_RECORD EXCERPTS_.
+===+

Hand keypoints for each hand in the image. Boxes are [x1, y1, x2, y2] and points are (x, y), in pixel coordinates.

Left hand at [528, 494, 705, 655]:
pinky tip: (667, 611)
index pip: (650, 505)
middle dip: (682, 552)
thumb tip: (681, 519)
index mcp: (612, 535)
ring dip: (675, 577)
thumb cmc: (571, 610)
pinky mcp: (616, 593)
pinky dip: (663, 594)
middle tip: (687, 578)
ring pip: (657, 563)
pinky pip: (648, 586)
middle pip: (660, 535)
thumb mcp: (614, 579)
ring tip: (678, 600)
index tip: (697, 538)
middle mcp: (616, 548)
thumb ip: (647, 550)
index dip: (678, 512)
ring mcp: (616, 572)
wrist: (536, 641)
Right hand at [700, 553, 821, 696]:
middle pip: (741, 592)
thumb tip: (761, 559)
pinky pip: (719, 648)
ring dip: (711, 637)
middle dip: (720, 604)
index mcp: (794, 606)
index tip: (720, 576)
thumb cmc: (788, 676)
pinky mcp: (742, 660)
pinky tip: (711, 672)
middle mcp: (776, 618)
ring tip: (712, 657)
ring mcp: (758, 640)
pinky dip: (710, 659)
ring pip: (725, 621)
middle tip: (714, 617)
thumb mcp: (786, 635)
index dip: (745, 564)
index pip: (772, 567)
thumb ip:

+===+

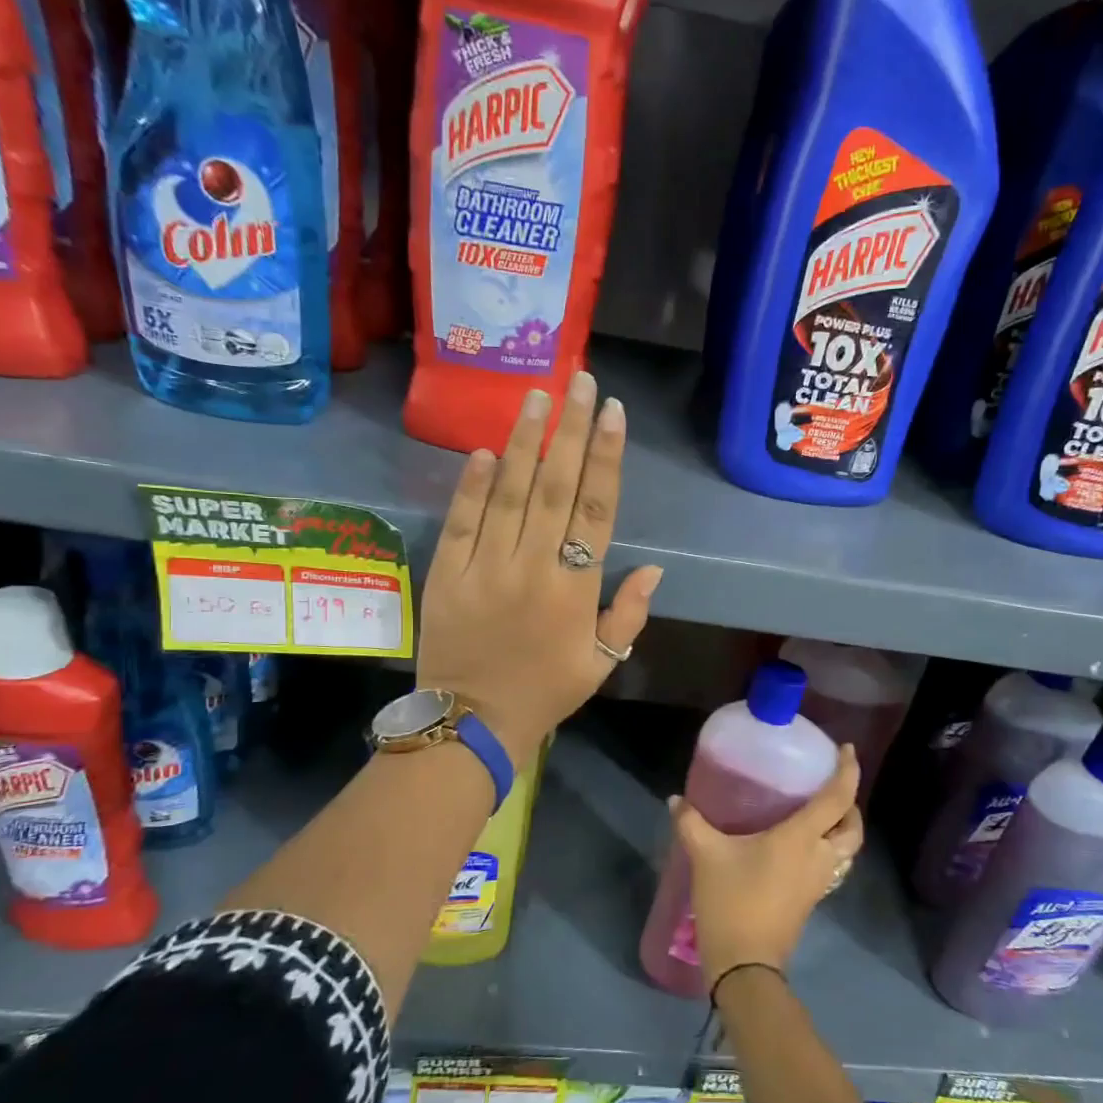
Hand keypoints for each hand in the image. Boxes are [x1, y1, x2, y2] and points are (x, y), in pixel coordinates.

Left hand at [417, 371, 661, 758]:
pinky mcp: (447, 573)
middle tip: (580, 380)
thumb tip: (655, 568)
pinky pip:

+===+

_BRIEF_.
Please show each line in the records above that contains "middle".

_YOUR SOLUTION_.
middle dip: (682, 552)
middle tip: (687, 578)
middle pip: (660, 535)
middle mcp: (616, 548)
middle pip: (741, 592)
middle dip: (720, 604)
middle mcp: (776, 618)
middle tip: (714, 617)
middle tip: (580, 380)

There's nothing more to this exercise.